Without OPEC, Saudi Arabia could not finance Wahhabism around the world, the Arab sheikhs—back to the camels—would stop bankrolling Al Qaeda, Iran could not spare change for Hezbollah and pay for the nuclear program, Algerian fundamentalists would fight with bows and arrows at best, and the Lybian terrorist state would cease to be an Arabic economic paradise. Increasingly, OPEC destabilizes the Western hemisphere, hitherto the domain of unchallenged American dominance. The glut of oil profits let Venezuela enter the arms race.

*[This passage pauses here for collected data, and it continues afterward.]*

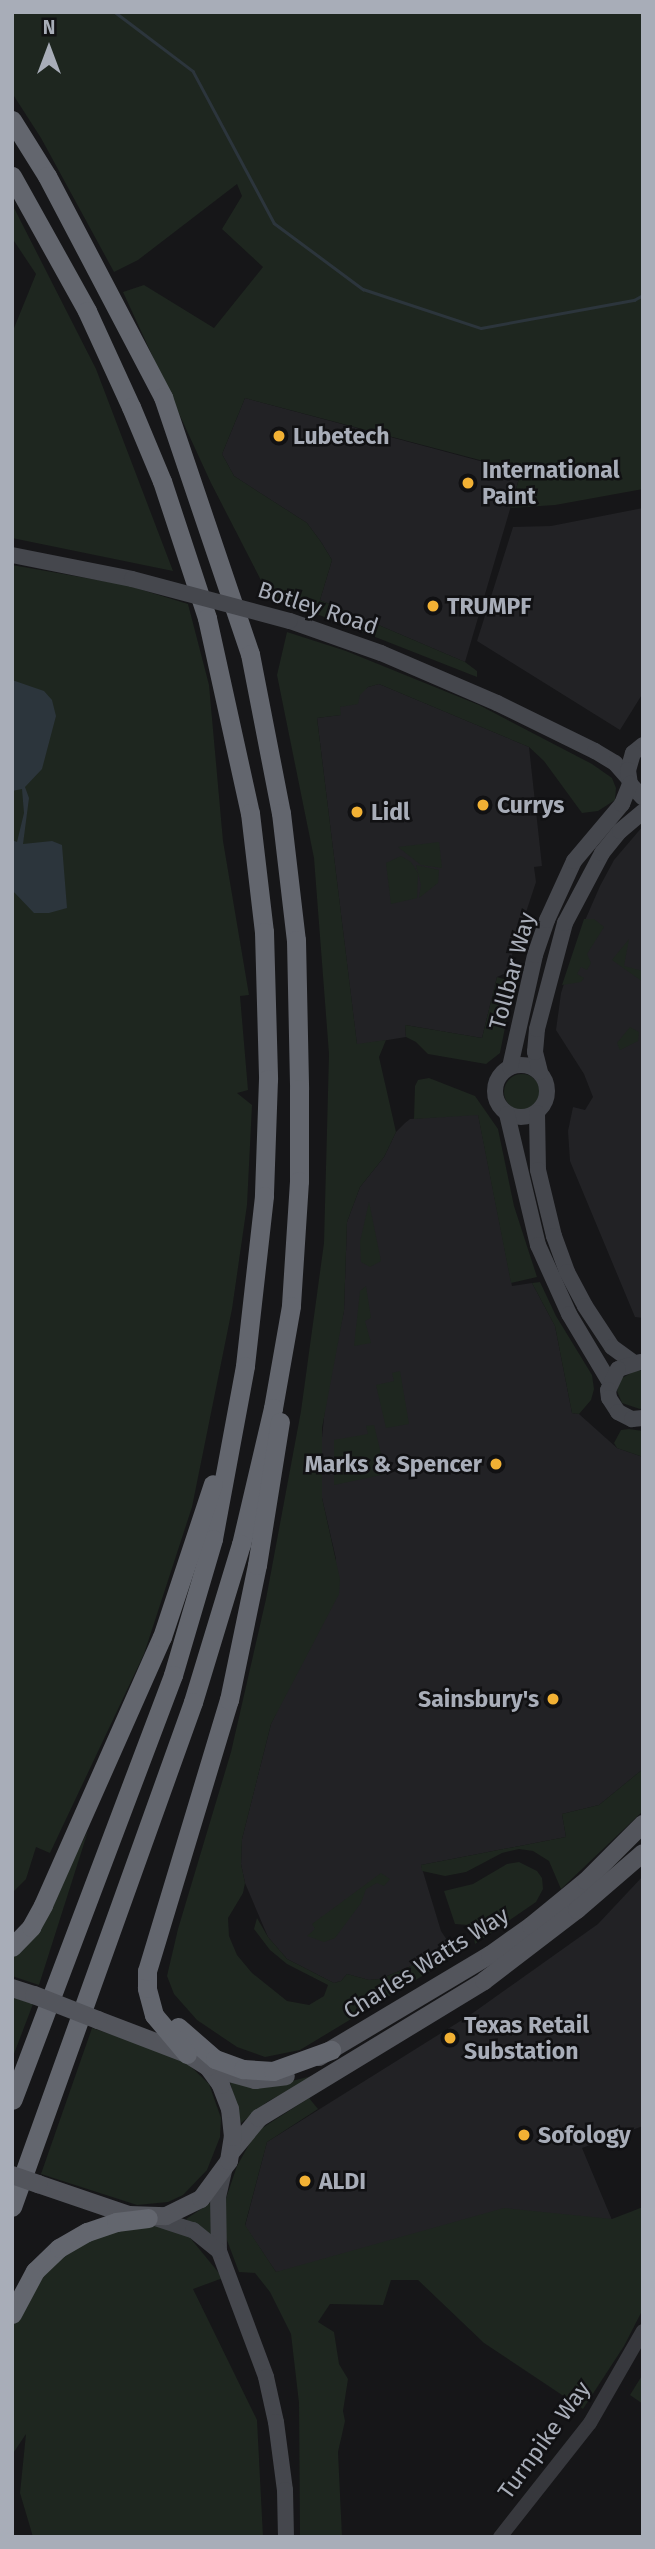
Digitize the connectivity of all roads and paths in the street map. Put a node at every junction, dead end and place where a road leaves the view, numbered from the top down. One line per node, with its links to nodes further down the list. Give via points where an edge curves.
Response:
1 (12, 120): 13 (highway, via 47,176 163,397 250,654 281,813 296,940 299,1181)
2 (12, 176): 15 (highway, via 87,311 162,481 217,653 250,813 264,932 268,1079 264,1196)
3 (12, 555): 5 (main road, Botley Road, bridge, via 132,579 290,621 381,653)
4 (638, 749): 5 (main road, Botley Road); 6 (main road, Tollbar Way)
5 (594, 751): 6 (main road, Botley Road, via 615,763)
6 (629, 781): 7 (main road, Botley Road); 9 (main road, Tollbar Way, via 623,803 574,861 547,920)
7 (643, 798)
8 (643, 813): 10 (main road, Tollbar Way, via 602,853 565,923 537,1029 535,1052)
9 (510, 1067): 10 (main road, via 526,1065); 12 (main road, via 495,1088 497,1102)
10 (540, 1072): 11 (main road, via 548,1096)
11 (537, 1113): 12 (main road, via 522,1118); 14 (main road, via 538,1170 567,1272 611,1347)
12 (507, 1114): 16 (main road, via 538,1245 569,1314)
13 (291, 1306): 20 (highway, via 278,1451 229,1700); 30 (highway, via 241,1544 193,1702)
14 (638, 1362): 16 (main road, via 618,1369)
15 (244, 1366): 21 (highway, via 206,1507 162,1637 43,1905); 26 (highway, via 213,1539 173,1675)
16 (609, 1381): 17 (main road, via 609,1398 618,1412 632,1419)
17 (643, 1418)
18 (643, 1824): 23 (main road, Charles Watts Way, via 586,1881 531,1926)
19 (643, 1853): 27 (main road, Charles Watts Way, via 484,1981 259,2118)
20 (156, 1941): 23 (highway, via 160,2002 190,2040 215,2059 243,2069 273,2071); 24 (highway, via 147,1971 149,2001 160,2023)
21 (12, 1947)
22 (12, 1988): 24 (main road, bridge)
23 (331, 2050): 25 (main road, Charles Watts Way, via 292,2074 272,2080 240,2078)
24 (187, 2054): 25 (main road)
25 (208, 2067): 27 (main road, via 230,2109)
26 (12, 2100)
27 (232, 2151): 28 (main road)
28 (224, 2171): 31 (main road, via 193,2205); 32 (main road, via 218,2196)
29 (12, 2175): 31 (main road, bridge, via 121,2213)
30 (12, 2207)
31 (151, 2218): 32 (main road, via 193,2231); 33 (highway, via 116,2222 59,2248 36,2271)
32 (219, 2251): 35 (main road, via 266,2376 285,2490)
33 (12, 2314)
34 (643, 2331): 36 (street, Turnpike Way, via 590,2423)
35 (286, 2537)
36 (500, 2537)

The US must act quickly in Venezuela. World order hinges on American authority significantly, and US deterrence must remain credible. When some petty president in Latin America’s back yard bad-mouths Bush, that’s quite a challenge. People in liberal democracies might laugh at Chavez, but Latin Americans see things differently. They know that in their milieu such insults do not go unpunished. When they do, the insulted party is detested as a weakling and loses authority. Absent a harsh American reaction to Chavez’ provocations, he scores with Latin Americans. Cuba is too small for Castro to be more than a moral lightning rod for anti-US sentiment. Venezuela is a viable country, and its president could spearhead a Latin American anti-imperialist, anti-US movement.
Chavez, if not toppled, will press the standoff with the US to maintain his credentials. Fighting the US head-on is not an option, and mere pronouncements cannot go on forever. He will have to act. Venezuela is likely to support anti-US forces in other Latin American countries and engage in a charity spree, small aid to many causes. Venezuela under Chavez will copy Iran under Ahmadinejad.
The world is in flux, and empires cannot rest on their laurels. The Pax Romana wasn’t peaceful at all: Rome spared itself major wars with continuous minor conflicts. An empire cannot stop fighting and must at every provocation. When the response is predictably harsh, provocations are few. Whether the people of the United States want their country to be a super-state, the world’s arbiter, is another question.